Young patients worried about getting into college may feel increased stress and pressure to stay on top of school. In this Everyday Health article, Mindpath Health’s Julian Lagoy, MD, suggests ways to get support now and in the future to help students succeed.
The start of college is an exciting time for many teens and young adults, but it’s also a major adjustment, especially for people with attention-deficit/hyperactivity disorder (ADHD) or other neurodevelopmental conditions.
“As opposed to high school, university life usually requires a much greater degree of independence and self-reliance, something that individuals with ADHD may struggle with, both in their personal and academic lives,” says Julian Lagoy, MD, a psychiatrist with Mindpath Health.
Students with ADHD should be encouraged to advocate for themselves by taking advantage of any academic accommodations and support services offered by their university for students diagnosed with the condition. The fact that these services are offered is proof that the student is not alone, note experts at the nonprofit organization Children and Adults With Attention-Deficit/Hyperactivity Disorder (CHADD).
Accommodations are not a favor — they’re the law. ADHD, like other disabilities, is protected under the Americans with Disabilities Act, which gives people with ADHD the right to receive reasonable accommodations in public spaces, including academic settings.
A first step, says Monica Blied, PhD, is to know before arriving on campus whether there are any deadlines you must meet to register for such accommodations.
An added benefit of checking with the school early, Dr. Lagoy notes, is that “students can reach out for secure support in advance, instead of reacting under pressure and perhaps not completing tasks or schoolwork.”
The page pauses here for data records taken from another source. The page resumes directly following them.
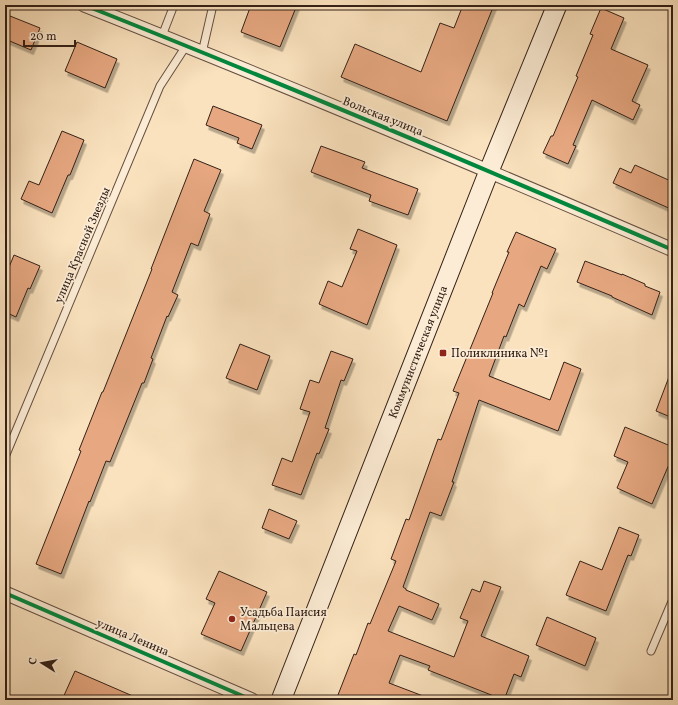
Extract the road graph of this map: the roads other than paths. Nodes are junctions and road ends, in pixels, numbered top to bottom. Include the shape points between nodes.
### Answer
1 (84, 5) edge
2 (174, 5) edge
3 (213, 5) edge
4 (557, 5) edge
5 (162, 36) junction
6 (186, 46) junction
7 (202, 52) junction
8 (489, 171) junction
9 (673, 250) edge
10 (5, 457) edge
11 (5, 593) edge
12 (673, 599) edge
13 (651, 651) dead end
14 (252, 700) edge
15 (281, 700) edge

1 - 5 street, Вольская улица
2 - 5 lane
3 - 7 lane
4 - 8 main road, Коммунистическая улица
5 - 6 street, Вольская улица
6 - 7 street, Вольская улица
6 - 10 lane, улица Красной Звезды via 160,86
7 - 8 street, Вольская улица
8 - 9 street, Вольская улица
8 - 15 main road, Коммунистическая улица
11 - 14 street, улица Ленина
12 - 13 lane

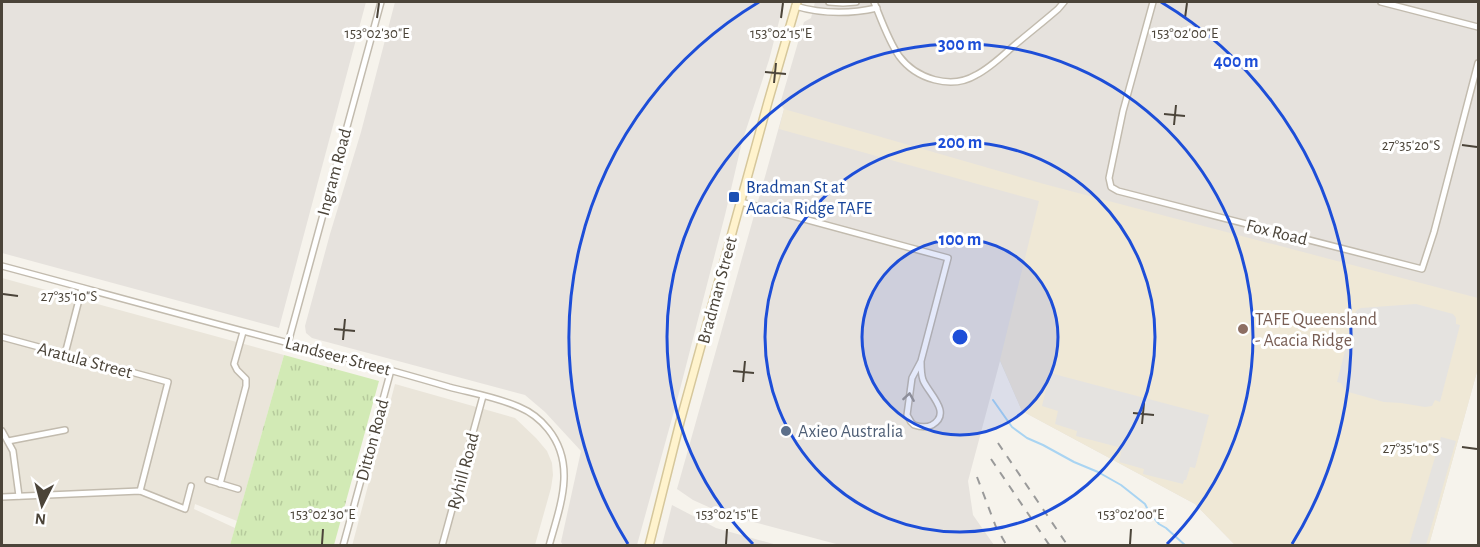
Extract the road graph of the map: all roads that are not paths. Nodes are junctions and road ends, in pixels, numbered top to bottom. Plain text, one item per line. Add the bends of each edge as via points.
1 (381, 2) edge
2 (829, 2) edge
3 (856, 2) edge
4 (1064, 2) edge
5 (1153, 2) edge
6 (1381, 2) edge
7 (796, 4) edge
8 (876, 5) edge
9 (1479, 27) edge
10 (1479, 63) edge
11 (741, 202) junction
12 (2, 266) edge
13 (82, 288) junction
14 (243, 332) junction
15 (2, 337) edge
16 (288, 343) junction
17 (65, 354) junction
18 (921, 361) junction
19 (391, 370) junction
20 (483, 396) junction
21 (65, 430) dead end
22 (2, 431) edge
23 (8, 441) junction
24 (208, 480) dead end
25 (220, 484) junction
26 (191, 486) dead end
27 (238, 489) dead end
28 (140, 491) junction
29 (19, 496) junction
30 (2, 497) edge
31 (343, 546) edge
32 (442, 546) edge
33 (549, 546) edge
34 (649, 546) edge

1 - 16 street, Ingram Road
2 - 3 street
4 - 8 street via 989,67 974,77 953,82 939,82 918,73 900,57
5 - 10 street, Fox Road via 1123,111 1109,177 1112,187 1422,269
6 - 9 street
7 - 8 street via 839,13 864,11
7 - 11 main road, Bradman Street
11 - 18 street via 948,258
11 - 34 main road, Bradman Street
12 - 13 street, Landseer Street
13 - 14 street, Landseer Street
13 - 17 street
14 - 16 street, Landseer Street
14 - 25 street via 234,364 246,379 246,386
15 - 17 street, Aratula Street
16 - 19 street, Landseer Street
17 - 28 street, Aratula Street via 168,382
18 -> 18 street via 923,379 940,411 935,423 927,427 914,425 907,415 912,378
19 - 20 street, Landseer Street
19 - 31 street, Ditton Road
20 - 32 street, Ryhill Road
20 - 33 street, Landseer Street via 532,414 552,434 560,450 564,486
21 - 23 street
22 - 23 street
23 - 29 street
24 - 25 street
25 - 27 street
26 - 28 street via 185,509
28 - 29 street
29 - 30 street

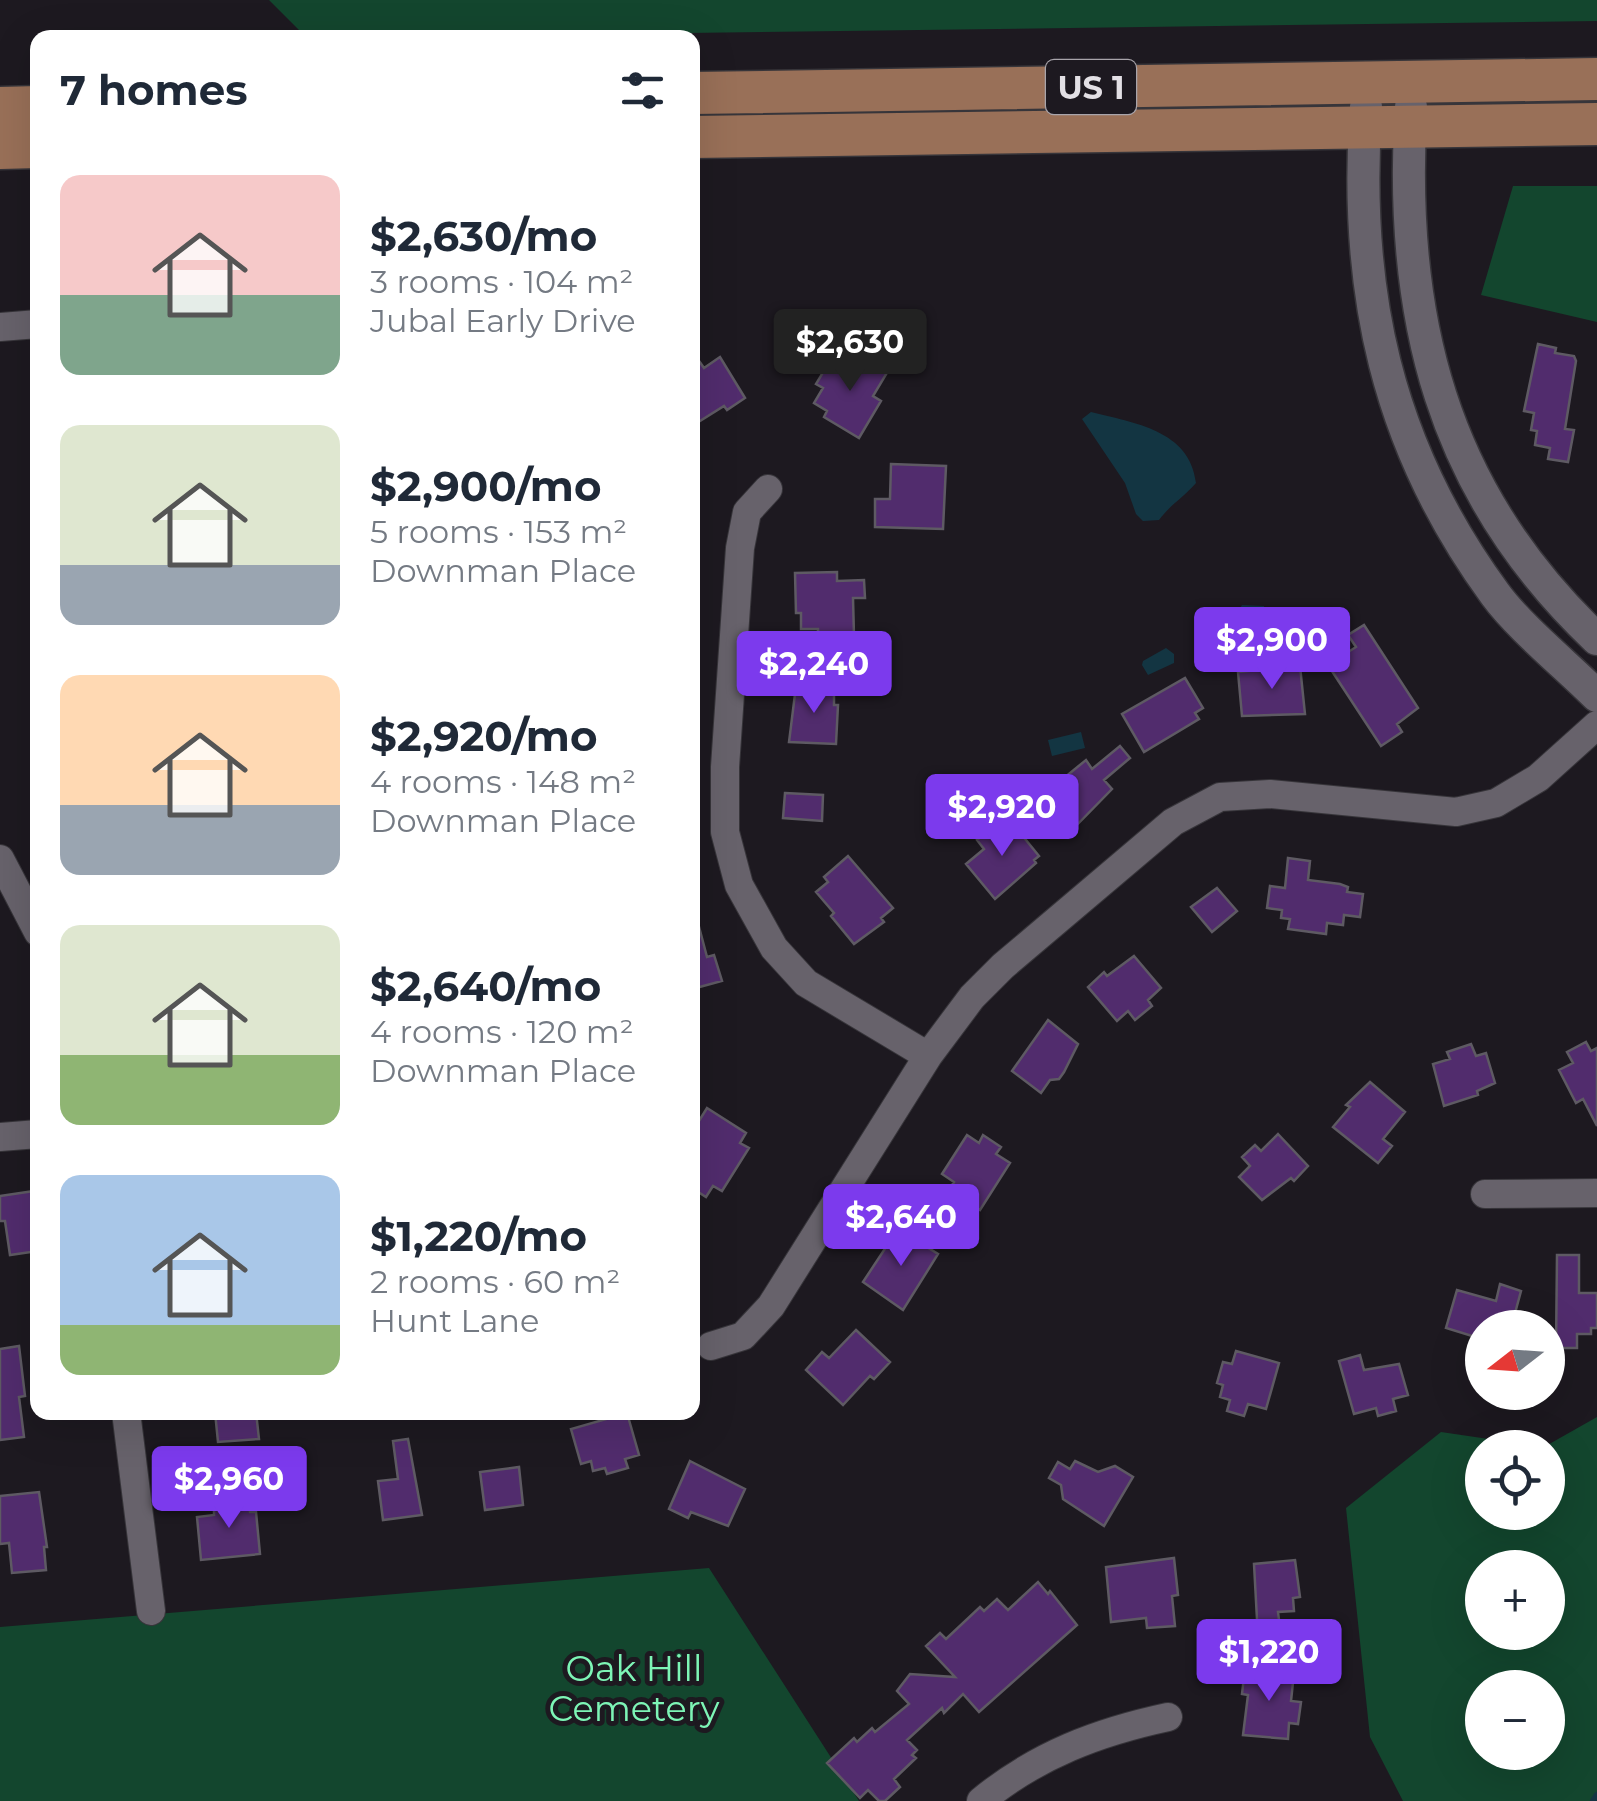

More ways to help ensure a successful transition to college
If you’re an incoming student with ADHD, spend some time in the months leading up to school identifying which supports would help you the most in the classroom and with college life overall.
Difficulties students with ADHD face — such as challenges keeping up with assigned readings or getting to class on time — vary from person to person, which is why creating a plan just for you is so helpful.
1. Create a healthy and productive daily schedule
One of the most important parts of your plan will be setting up a daily routine that reinforces healthy habits that will help you meet your long- and short-term goals, according to CHADD. Include:
- A regular time for going to bed and waking up each day ensures you get eight hours of sleep.
- The proper timing for taking any medications you may be using for ADHD or other health conditions.
- Breaks from classes and studying to enjoy regular physical exercise.
2. Check with the campus disability services department
Call ahead to find out what the school’s disability services department offers, then base your requests on your needs and comfort level. Tip: Ask your current healthcare providers, including your therapist (if you have one), to help you identify which services would be best for you.
3. Choose your class schedule wisely
Many colleges allow students to design their own class schedules, which can be especially helpful for people with ADHD. For example, someone who has trouble focusing for long periods of time or who struggles with fidgeting may do better in classes that meet twice a week for an hour and a half than classes that meet once a week for three hours, Antonio N. Puente, PhD, explains.
Also, if possible, avoid back-to-back classes and instead choose ones with breaks in between. That eliminates the stress of rushing from class to class and gives you time to recharge your focus and concentration, Puente says.
4. Consider where and how to get the best medical treatment
Be sure to let your current doctor and other healthcare providers know when you are leaving for college and how long you will be away, so that you can schedule any necessary appointments during breaks and holidays. Talk to them about how best to manage your prescriptions (if you take medication) and avoid lapses in care.
5. If you’ll be drinking alcohol, plan to do so responsibly
Drinking alcohol is very common on college campuses, and the odds are that most students will encounter it at some point in their college experience. According to the National Institute on Alcohol Abuse and Alcoholism, nearly 53% of all full-time college students ages 18 to 22 around the country reported drinking alcohol within the past month, and around 33% reported binge drinking — at least five drinks for men and four drinks for women in a single occasion.
For college students with ADHD, drinking too much can have especially harmful consequences. For one thing, having ADHD increases one’s risk of substance abuse, compared with the general population, according to CHADD. What’s more, alcohol may cause negative interactions with prescription medications taken to manage ADHD, such as stimulants like methylphenidate. A review published in BMC Psychiatry linked drinking alcohol while taking ADHD medication with a significant increase in medication side effects, and it found that people consumed more alcohol when taking ADHD medications.